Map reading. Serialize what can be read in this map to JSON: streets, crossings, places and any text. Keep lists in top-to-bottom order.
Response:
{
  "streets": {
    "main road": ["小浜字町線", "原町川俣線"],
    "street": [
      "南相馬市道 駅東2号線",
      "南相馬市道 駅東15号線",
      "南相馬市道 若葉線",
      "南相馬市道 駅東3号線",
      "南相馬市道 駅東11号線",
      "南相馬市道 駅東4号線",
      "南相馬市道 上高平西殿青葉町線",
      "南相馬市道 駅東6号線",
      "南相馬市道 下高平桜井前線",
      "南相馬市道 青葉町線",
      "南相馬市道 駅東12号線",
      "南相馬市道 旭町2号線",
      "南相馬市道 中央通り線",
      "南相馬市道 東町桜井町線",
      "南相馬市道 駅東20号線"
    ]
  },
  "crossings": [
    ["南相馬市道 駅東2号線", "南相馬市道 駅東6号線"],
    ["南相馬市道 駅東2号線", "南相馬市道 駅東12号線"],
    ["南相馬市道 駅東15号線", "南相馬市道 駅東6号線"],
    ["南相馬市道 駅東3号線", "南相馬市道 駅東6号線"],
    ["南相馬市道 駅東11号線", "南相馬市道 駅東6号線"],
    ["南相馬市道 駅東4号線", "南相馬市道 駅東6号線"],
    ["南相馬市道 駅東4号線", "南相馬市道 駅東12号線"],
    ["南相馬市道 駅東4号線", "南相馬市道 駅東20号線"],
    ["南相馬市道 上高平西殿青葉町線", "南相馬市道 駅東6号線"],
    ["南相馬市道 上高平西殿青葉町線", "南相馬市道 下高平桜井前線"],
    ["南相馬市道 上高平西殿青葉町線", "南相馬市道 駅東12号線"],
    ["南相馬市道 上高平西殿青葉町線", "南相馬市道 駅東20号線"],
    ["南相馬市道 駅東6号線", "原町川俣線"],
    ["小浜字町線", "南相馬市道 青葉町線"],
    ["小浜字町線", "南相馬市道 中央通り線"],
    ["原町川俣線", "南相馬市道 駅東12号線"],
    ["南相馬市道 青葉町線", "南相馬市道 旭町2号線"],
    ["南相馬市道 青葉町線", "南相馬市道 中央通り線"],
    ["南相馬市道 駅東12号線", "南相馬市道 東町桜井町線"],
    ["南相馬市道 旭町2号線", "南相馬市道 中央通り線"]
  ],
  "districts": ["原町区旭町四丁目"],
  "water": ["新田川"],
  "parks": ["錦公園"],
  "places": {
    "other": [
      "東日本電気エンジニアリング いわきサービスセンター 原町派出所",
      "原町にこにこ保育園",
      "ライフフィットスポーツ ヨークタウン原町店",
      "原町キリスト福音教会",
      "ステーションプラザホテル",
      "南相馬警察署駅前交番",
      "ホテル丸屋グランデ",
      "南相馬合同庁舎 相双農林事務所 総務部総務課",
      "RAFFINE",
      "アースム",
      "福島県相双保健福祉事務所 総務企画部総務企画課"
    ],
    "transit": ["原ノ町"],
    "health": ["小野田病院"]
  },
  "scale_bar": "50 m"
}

━━━━━━

**Exercise:** The lines to copy are those above that contain "小浜字町線".

**Result for this exercise:**
    "main road": ["小浜字町線", "原町川俣線"],
    ["小浜字町線", "南相馬市道 青葉町線"],
    ["小浜字町線", "南相馬市道 中央通り線"],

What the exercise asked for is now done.